ACTIVITY ▸
Find how many lines of the entries contain the word "main", then report that figure alone.

RECORD EXCERPTS ▸

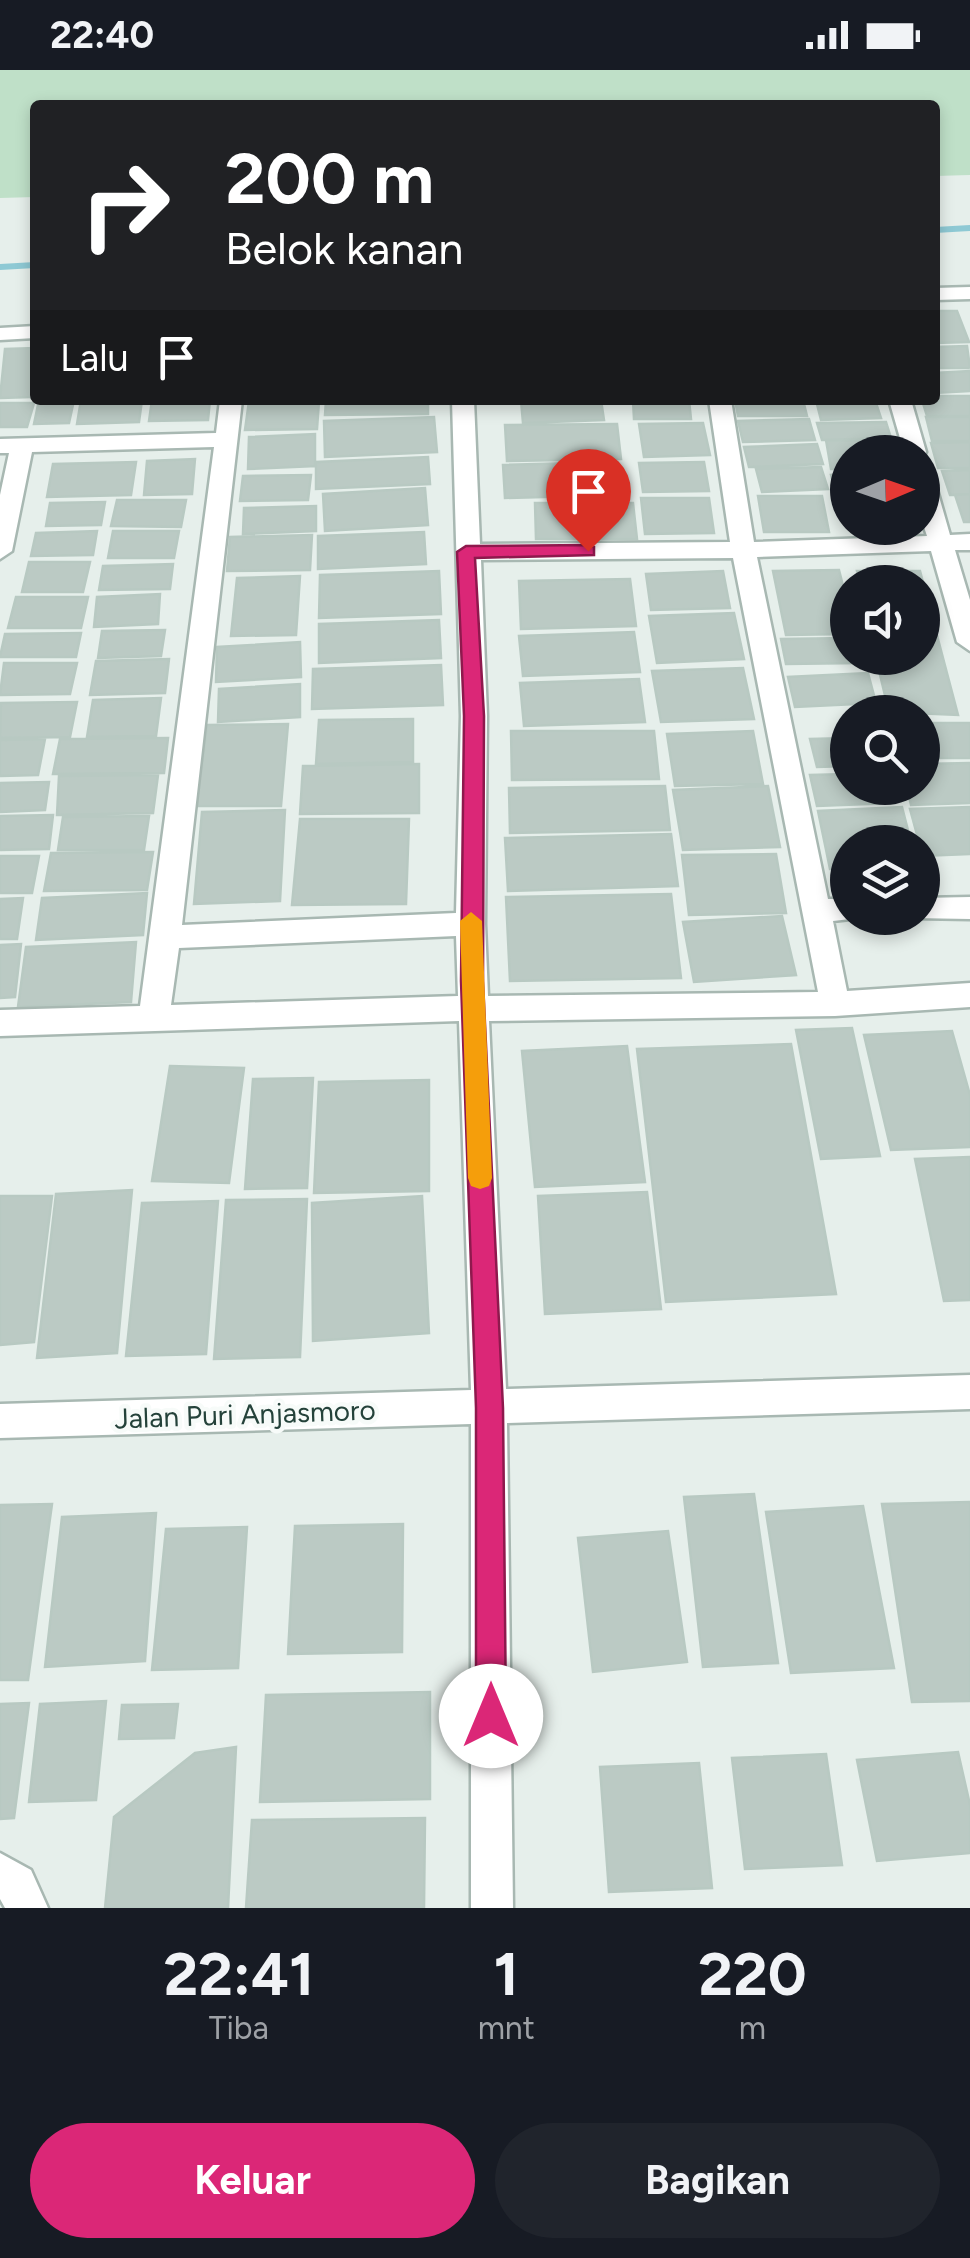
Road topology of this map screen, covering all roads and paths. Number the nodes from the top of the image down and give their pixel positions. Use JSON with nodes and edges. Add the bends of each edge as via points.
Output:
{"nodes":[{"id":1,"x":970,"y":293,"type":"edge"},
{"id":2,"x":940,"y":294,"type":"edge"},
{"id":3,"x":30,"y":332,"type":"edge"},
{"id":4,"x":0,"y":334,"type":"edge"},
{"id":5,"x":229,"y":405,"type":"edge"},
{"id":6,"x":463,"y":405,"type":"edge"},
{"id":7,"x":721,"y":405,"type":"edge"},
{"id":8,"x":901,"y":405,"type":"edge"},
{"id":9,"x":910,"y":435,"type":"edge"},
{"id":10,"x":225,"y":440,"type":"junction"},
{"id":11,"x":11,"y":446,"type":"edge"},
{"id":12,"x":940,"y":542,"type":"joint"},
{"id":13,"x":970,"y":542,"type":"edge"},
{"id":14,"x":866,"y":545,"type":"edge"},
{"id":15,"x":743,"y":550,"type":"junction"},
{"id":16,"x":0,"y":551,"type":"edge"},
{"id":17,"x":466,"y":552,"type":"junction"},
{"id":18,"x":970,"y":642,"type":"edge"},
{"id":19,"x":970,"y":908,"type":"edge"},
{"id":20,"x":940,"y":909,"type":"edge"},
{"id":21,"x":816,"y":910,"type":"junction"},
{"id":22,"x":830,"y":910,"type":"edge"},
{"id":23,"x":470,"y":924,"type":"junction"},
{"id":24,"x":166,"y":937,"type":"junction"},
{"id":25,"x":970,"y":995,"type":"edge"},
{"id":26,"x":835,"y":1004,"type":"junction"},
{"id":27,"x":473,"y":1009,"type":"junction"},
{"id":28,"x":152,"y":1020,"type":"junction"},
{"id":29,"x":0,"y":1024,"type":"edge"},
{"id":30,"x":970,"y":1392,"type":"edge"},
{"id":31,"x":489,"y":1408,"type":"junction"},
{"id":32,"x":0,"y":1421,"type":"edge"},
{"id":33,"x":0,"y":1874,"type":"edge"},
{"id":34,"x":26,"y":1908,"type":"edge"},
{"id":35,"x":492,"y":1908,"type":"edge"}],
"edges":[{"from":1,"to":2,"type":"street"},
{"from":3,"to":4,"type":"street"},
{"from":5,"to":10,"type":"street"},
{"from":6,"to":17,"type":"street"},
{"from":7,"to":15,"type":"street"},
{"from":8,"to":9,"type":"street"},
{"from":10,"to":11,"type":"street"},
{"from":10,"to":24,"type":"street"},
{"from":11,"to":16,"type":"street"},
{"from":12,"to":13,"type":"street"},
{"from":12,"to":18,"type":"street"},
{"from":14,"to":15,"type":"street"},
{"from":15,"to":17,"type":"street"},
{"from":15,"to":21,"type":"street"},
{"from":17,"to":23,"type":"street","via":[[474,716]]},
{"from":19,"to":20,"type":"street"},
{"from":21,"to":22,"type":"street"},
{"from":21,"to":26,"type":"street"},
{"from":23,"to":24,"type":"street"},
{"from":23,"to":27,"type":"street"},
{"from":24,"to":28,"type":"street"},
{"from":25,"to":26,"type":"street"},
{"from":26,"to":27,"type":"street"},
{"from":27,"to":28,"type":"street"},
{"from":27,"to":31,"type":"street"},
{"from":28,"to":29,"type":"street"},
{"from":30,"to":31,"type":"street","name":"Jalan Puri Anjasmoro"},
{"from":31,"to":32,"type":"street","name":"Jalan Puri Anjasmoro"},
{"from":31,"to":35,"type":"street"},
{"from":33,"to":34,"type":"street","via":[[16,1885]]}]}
* * *
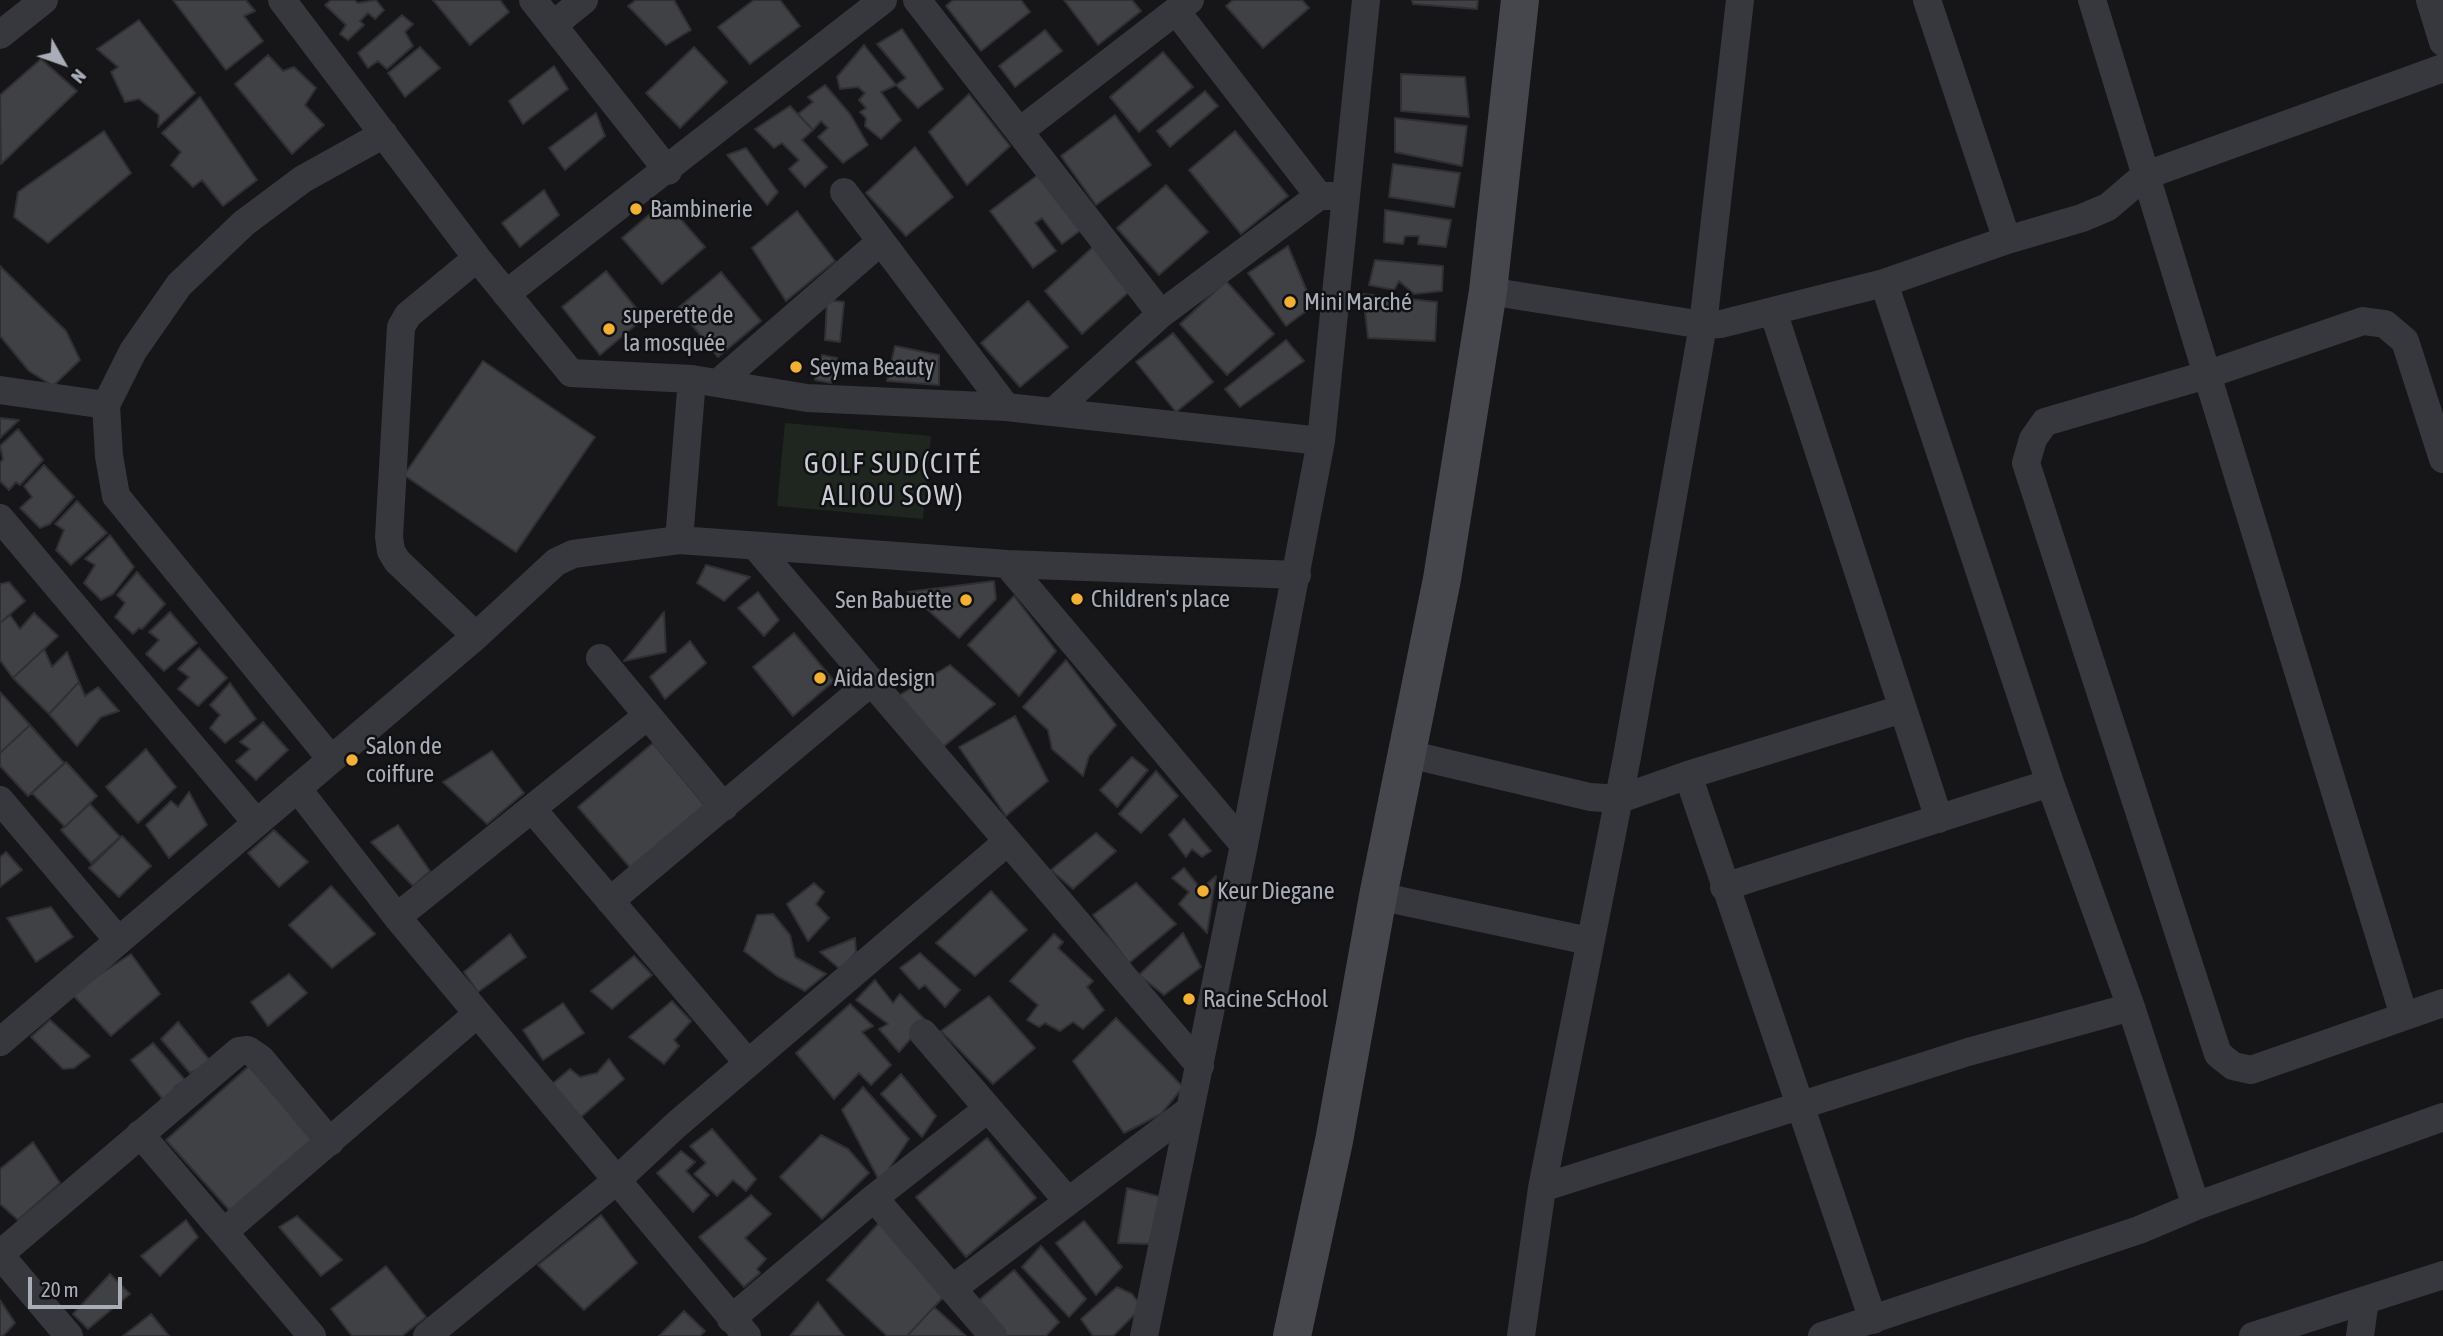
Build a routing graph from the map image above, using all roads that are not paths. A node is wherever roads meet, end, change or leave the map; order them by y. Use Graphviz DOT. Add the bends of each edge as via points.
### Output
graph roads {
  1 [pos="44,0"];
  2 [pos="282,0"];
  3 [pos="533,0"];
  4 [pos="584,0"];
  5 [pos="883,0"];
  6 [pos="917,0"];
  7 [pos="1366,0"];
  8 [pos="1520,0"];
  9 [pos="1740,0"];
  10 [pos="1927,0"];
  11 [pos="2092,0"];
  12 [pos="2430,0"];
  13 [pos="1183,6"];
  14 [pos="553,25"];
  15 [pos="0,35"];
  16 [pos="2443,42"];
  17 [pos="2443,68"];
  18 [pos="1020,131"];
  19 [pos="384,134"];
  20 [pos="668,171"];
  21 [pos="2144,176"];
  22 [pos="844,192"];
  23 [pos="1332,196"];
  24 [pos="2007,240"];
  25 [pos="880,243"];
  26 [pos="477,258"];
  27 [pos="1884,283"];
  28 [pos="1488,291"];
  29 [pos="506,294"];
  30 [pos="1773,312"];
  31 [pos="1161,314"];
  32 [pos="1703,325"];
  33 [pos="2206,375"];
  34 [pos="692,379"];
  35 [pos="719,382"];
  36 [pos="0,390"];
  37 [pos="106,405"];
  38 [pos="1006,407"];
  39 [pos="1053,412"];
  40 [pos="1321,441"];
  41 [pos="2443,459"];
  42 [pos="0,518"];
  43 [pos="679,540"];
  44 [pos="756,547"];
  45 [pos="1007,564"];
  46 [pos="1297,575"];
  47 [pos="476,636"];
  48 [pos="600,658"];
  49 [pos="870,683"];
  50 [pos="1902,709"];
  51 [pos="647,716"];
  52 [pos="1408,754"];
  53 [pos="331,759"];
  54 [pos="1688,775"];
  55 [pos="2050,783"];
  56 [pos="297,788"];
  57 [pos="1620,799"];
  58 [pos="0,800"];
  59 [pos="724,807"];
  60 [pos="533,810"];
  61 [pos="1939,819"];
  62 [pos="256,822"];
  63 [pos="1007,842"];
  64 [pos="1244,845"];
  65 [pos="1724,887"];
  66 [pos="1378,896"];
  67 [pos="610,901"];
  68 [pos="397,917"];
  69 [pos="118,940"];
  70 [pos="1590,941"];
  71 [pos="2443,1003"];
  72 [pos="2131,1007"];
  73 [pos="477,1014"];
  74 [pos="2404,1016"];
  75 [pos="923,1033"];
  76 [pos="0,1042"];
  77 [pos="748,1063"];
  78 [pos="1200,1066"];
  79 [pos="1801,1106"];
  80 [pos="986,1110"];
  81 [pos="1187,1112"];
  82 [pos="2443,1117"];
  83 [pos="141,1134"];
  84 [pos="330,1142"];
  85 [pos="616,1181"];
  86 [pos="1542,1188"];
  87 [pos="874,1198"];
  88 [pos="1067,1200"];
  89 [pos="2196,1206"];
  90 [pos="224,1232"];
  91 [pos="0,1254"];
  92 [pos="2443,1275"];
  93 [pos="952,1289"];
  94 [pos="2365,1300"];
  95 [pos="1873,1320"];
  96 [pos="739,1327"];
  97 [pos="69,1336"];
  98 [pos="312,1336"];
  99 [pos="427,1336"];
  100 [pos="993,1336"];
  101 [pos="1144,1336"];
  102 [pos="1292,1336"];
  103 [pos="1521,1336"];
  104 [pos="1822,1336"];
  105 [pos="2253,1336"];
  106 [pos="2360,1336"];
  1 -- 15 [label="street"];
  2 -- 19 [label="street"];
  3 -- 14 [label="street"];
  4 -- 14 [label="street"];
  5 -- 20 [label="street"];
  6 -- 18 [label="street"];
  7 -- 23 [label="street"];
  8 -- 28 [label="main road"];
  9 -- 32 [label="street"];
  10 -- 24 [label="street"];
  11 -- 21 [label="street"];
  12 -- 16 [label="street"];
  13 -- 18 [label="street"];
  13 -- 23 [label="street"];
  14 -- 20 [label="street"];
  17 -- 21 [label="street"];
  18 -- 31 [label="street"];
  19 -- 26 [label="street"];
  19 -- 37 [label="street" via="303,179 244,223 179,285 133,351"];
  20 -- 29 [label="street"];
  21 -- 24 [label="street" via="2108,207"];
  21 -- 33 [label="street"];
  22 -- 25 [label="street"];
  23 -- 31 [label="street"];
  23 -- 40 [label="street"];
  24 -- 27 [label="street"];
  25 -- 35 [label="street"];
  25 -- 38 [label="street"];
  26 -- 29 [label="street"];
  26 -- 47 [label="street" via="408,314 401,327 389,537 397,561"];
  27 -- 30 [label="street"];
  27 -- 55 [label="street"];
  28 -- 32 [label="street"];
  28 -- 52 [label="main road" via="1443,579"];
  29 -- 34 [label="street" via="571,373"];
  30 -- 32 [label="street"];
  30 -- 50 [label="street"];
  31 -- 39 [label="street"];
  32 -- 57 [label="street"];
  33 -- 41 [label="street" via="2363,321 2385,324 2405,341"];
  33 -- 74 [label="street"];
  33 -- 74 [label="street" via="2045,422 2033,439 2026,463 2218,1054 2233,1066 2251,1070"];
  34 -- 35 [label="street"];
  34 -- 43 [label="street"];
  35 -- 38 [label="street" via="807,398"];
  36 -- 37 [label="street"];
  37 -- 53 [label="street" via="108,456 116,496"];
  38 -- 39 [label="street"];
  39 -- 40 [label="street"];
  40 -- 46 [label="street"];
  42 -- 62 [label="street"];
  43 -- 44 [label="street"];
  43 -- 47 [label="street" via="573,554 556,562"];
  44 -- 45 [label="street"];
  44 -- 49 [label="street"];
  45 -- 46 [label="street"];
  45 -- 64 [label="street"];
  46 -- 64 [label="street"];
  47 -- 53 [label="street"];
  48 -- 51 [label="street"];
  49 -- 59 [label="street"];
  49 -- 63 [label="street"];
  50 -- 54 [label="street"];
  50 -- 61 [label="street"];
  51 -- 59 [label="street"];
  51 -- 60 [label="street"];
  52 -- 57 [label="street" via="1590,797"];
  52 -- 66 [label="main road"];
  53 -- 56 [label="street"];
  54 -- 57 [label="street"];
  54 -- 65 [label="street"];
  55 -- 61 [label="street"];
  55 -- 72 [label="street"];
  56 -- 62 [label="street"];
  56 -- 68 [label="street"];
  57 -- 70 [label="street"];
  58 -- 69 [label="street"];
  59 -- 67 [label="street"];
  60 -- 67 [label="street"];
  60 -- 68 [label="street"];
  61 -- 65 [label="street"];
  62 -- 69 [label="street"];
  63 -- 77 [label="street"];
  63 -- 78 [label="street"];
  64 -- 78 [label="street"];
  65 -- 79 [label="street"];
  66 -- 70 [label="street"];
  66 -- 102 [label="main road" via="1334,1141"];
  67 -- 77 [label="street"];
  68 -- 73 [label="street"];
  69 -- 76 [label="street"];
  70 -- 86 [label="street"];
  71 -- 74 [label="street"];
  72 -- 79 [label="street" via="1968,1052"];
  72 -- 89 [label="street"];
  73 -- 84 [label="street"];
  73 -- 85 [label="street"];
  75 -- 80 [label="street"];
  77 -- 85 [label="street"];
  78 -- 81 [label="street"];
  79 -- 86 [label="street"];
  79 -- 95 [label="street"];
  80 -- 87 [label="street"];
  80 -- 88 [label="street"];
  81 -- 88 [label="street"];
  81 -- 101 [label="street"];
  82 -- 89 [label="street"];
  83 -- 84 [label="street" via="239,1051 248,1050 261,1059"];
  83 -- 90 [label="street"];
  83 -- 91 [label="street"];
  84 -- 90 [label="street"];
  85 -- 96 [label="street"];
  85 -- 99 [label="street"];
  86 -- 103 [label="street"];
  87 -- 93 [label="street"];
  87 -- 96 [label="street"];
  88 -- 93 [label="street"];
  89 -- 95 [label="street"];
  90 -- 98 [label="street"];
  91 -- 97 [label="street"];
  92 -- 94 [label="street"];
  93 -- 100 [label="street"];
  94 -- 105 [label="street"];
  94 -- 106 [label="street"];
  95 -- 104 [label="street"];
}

SOLUTION BELOW ▸
4